Effect of elements addition on hydrogen permeability and ductility of Nb40Ti18Zr12Ni30 alloy

Nb40Ti18Zr12Ni25M5 (M = Al, Co, Cu or Pd) alloys were prepared by arc melting in a purified argon atmosphere. Microstructures, ductility, hydrogen permeability (Φ) and activation energy Ea for hydrogen permeation of these alloys have been investigated by scanning electron microscopy (SEM), cold-rolling and a gas permeation technique, respectively. Although both Nb40Ti18Zr12Ni25Al5 and Nb40Ti18Zr12Ni25Pd5 alloys were brittle in the as-cast state, they were hydrogen permeable. Both Nb40Ti18Zr12Ni25Cu5 and Nb40Ti18Zr12Ni25Co5 alloys showed good ductility, which was meaningful to decrease the thickness by cold-rolling.

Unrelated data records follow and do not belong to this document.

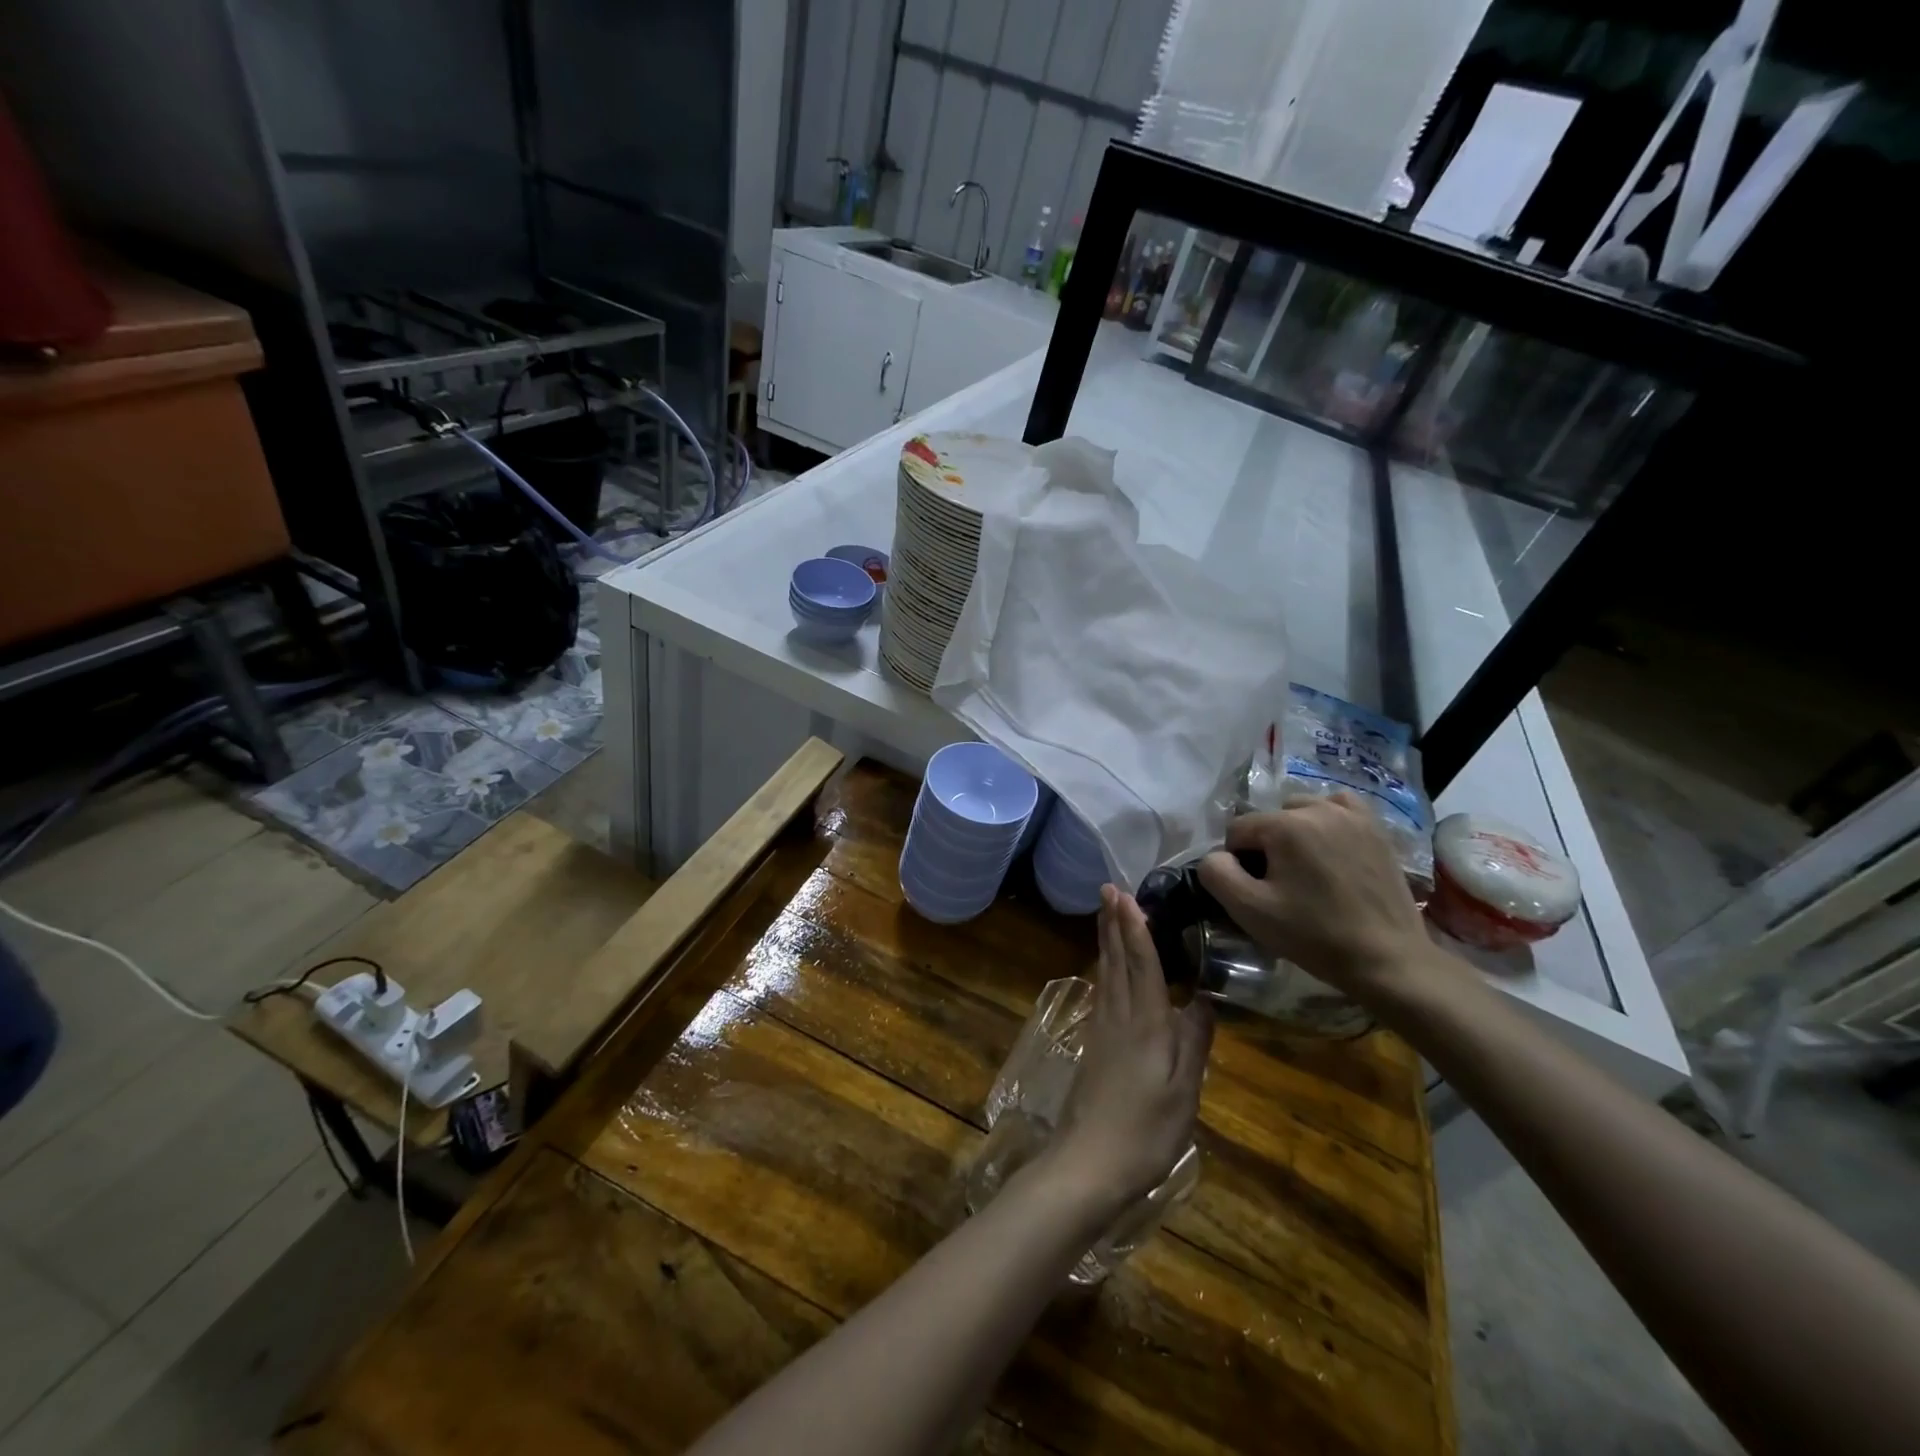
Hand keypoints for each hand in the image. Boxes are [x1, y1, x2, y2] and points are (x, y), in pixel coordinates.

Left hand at [1047, 885, 1212, 1210]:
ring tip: (1106, 914)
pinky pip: (1102, 991)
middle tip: (1108, 888)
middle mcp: (1119, 1016)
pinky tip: (1106, 968)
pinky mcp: (1093, 1045)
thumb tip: (1205, 997)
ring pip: (1105, 972)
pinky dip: (1105, 967)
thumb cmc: (1146, 1129)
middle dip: (1113, 922)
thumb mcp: (1185, 1091)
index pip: (1141, 963)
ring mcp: (1102, 1030)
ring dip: (1106, 939)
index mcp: (1145, 1022)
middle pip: (1116, 959)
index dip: (1135, 926)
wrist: (1090, 1162)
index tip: (1125, 893)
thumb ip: (1194, 1041)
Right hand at [1197, 794, 1438, 1004]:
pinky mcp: (1376, 829)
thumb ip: (1216, 873)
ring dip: (1296, 833)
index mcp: (1284, 825)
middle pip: (1270, 819)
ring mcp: (1353, 815)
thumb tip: (1217, 856)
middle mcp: (1318, 808)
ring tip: (1307, 870)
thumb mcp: (1249, 910)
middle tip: (1282, 885)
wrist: (1388, 959)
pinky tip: (1331, 848)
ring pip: (1303, 811)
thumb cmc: (1314, 935)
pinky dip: (1328, 821)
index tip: (1256, 892)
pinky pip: (1339, 808)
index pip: (1237, 830)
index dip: (1237, 862)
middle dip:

The values of Φ673 K for the Nb40Ti18Zr12Ni25Al5 and the Nb40Ti18Zr12Ni25Co5 alloys at 673 K were 3.73 × 10−8 and 3.82 × 10−8 [mol H2 m−1 s−1 Pa−1/2], which were higher than that of the base one (Nb40Ti18Zr12Ni30 alloy). On the other hand, Cu and Pd showed little effect on hydrogen permeability. The Nb40Ti18Zr12Ni25Co5 alloy showed the highest hydrogen permeability, ductility and resistance to the hydrogen embrittlement among the alloys investigated in the present work. This alloy is a promising hydrogen permeable membrane.